Focused Ultrasound Tricks Tumors into Marking Themselves for Destruction

CAR T-cell therapy has transformed the treatment of blood cancers, but its success against solid tumors has been limited. Solid tumors are difficult to target because they are shielded by surrounding tissue and lack consistent surface markers that immune cells can recognize without harming healthy cells. New research now shows that focused ultrasound can reprogram tumor cells themselves, making them visible to immune attack and improving the effectiveness of CAR T-cell therapy.

In the study led by researchers at USC Viterbi School of Engineering (Los Angeles, CA, USA), the team used focused ultrasound waves to mechanically stimulate tumor cells and activate engineered genetic circuits. This approach enables tumor cells to temporarily express a specific immune target, effectively turning them into localized activation sites for immune cells.

The researchers engineered a genetic circuit inside cancer cells that responds to two inputs: mechanical stress from focused ultrasound and exposure to doxycycline, a well-established antibiotic used as a control switch.

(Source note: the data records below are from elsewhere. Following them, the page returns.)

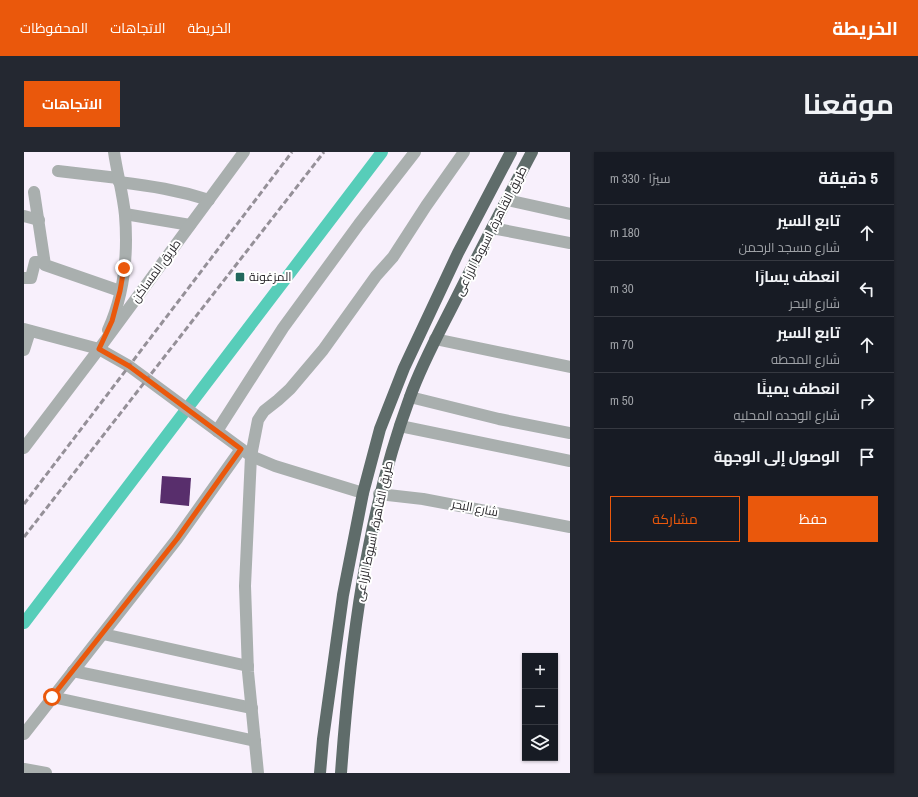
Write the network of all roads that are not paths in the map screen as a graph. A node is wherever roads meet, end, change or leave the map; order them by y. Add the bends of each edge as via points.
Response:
1 (114, 152) edge
2 (244, 152) edge
3 (415, 152) edge
4 (464, 152) edge
5 (511, 152) edge
6 (532, 152) edge
7 (58, 171) dead end
8 (119, 180) junction
9 (34, 192) dead end
10 (209, 200) junction
11 (507, 200) junction
12 (124, 214) junction
13 (570, 214) edge
14 (24, 216) edge
15 (39, 220) junction
16 (190, 225) junction
17 (492, 228) junction
18 (570, 243) edge
19 (44, 262) junction
20 (24, 278) edge
21 (120, 291) junction
22 (27, 330) edge
23 (436, 339) junction
24 (99, 349) junction
25 (24, 350) edge
26 (570, 367) edge
27 (410, 397) junction
28 (400, 426) junction
29 (217, 431) junction
30 (570, 434) edge
31 (26, 441) edge
32 (246, 452) junction
33 (570, 461) edge
34 (363, 493) junction
35 (379, 494) junction
36 (570, 527) edge
37 (103, 634) junction
38 (248, 666) junction
39 (73, 671) junction
40 (52, 697) junction
41 (252, 708) junction
42 (24, 734) edge
43 (255, 741) junction
44 (24, 769) edge
45 (46, 773) edge
46 (258, 773) edge
47 (320, 773) edge
48 (341, 773) edge

1 - 8 street
2 - 10 street, طريق المساكن
3 - 29 street via 283,328
4 - 32 street via 393,256 323,350 290,389 261,415
5 - 34 highway, طريق القاهرة, اسيوط الزراعى via 458,254 404,368 380,429
6 - 11 highway, طريق القاهرة, اسيوط الزراعى
7 - 8 street
8 - 10 street via 186,192
8 - 12 street
9 - 15 street
10 - 16 street, طريق المساكن
11 - 13 street
11 - 17 highway, طريق القاهرة, اسيوط الزراعى
12 - 16 street
12 - 21 street via 126,241
14 - 15 street
15 - 19 street
16 - 24 street, طريق المساكن
17 - 18 street
17 - 23 highway, طريق القاهرة, اسيوط الزراعى
19 - 20 street via 35,262 32,278
19 - 21 street via 47,266
21 - 24 street via 112,321
22 - 24 street
22 - 25 street
23 - 26 street
23 - 27 highway, طريق القاهرة, اسيوط الزراعى
24 - 29 street via 129,366
24 - 31 street, طريق المساكن
27 - 28 highway, طريق القاهرة, اسيوط الزراعى
27 - 30 street
28 - 33 street
28 - 35 highway, طريق القاهرة, اسيوط الزراعى
29 - 32 street
32 - 34 street via 275,466
32 - 37 street
32 - 38 street via 245,586
34 - 47 highway, طريق القاهرة, اسيوط الزراعى via 343,595
35 - 36 street, شارع البحر via 423,499
35 - 48 highway, طريق القاهرة, اسيوط الزراعى via 349,673
37 - 38 street
37 - 39 street
38 - 41 street
39 - 40 street
39 - 41 street
40 - 42 street
40 - 43 street
41 - 43 street
43 - 46 street
44 - 45 street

This dual-key “AND-logic” system ensured gene activation only occurred where and when both signals were present. When activated, the circuit triggered tumor cells to express the protein CD19, a well-known target for CAR T-cells.

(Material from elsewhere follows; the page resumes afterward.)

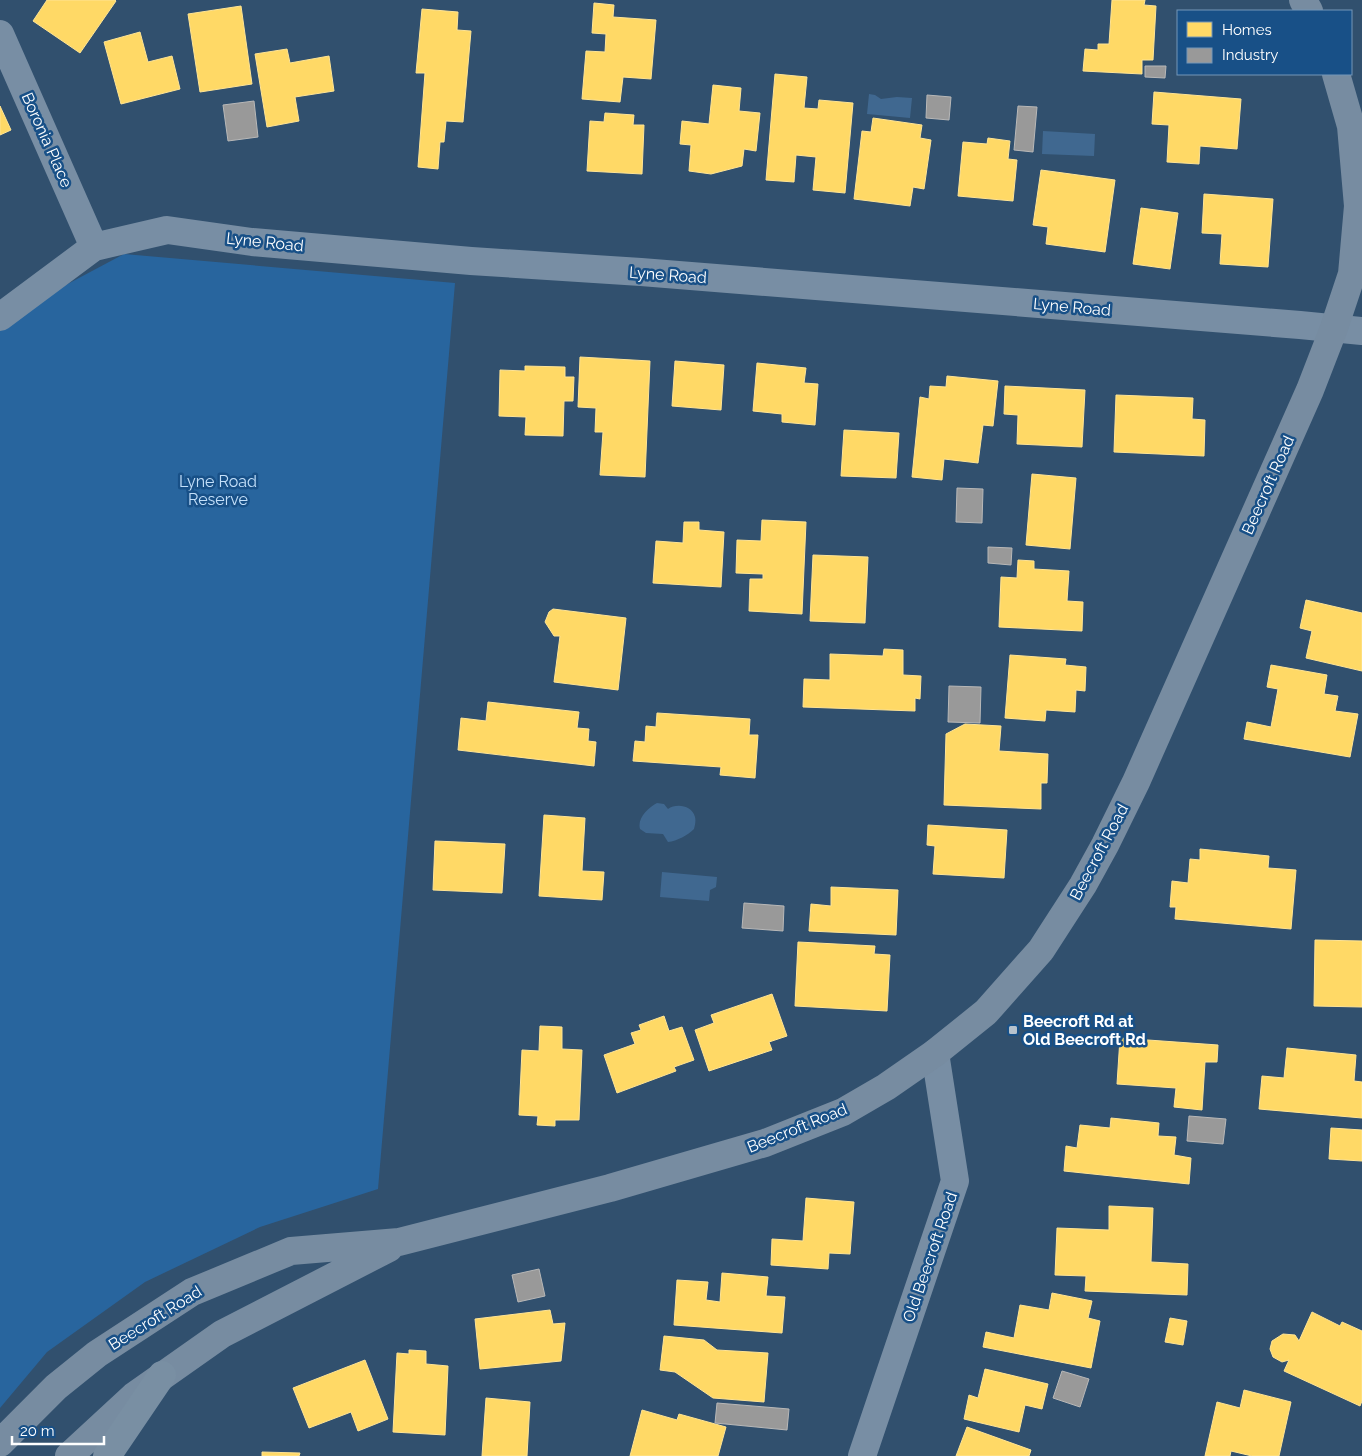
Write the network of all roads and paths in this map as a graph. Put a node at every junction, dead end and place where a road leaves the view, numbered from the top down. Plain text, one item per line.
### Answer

Expression of CD19 on a subset of tumor cells acted as a local training signal for CAR T-cells, enabling them to become activated within the tumor microenvironment. Once activated, the CAR T-cells not only destroyed the CD19-marked cells but also attacked neighboring cancer cells. The findings, published in Nature Materials, showed that the approach proved effective even when only 10–15% of tumor cells expressed the priming marker.

Focused ultrasound allows precise, non-invasive targeting deep within the body, limiting immune activation to the tumor site and reducing the risk of off-target toxicity. Although the study focused on prostate cancer models, the platform was also demonstrated in breast cancer and glioblastoma systems. Researchers believe this strategy could significantly expand the use of CAR T-cell therapy to solid tumors and support future applications of ultrasound-controlled cell engineering.

“Doxycycline is already well established in synthetic biology,” said Chi Woo (Nate) Yoon, the study’s first author. “We’re using that well-known system in a new way. The drug acts as a safety switch to open the treatment window, and ultrasound then boosts gene activation exactly where and when we want it.”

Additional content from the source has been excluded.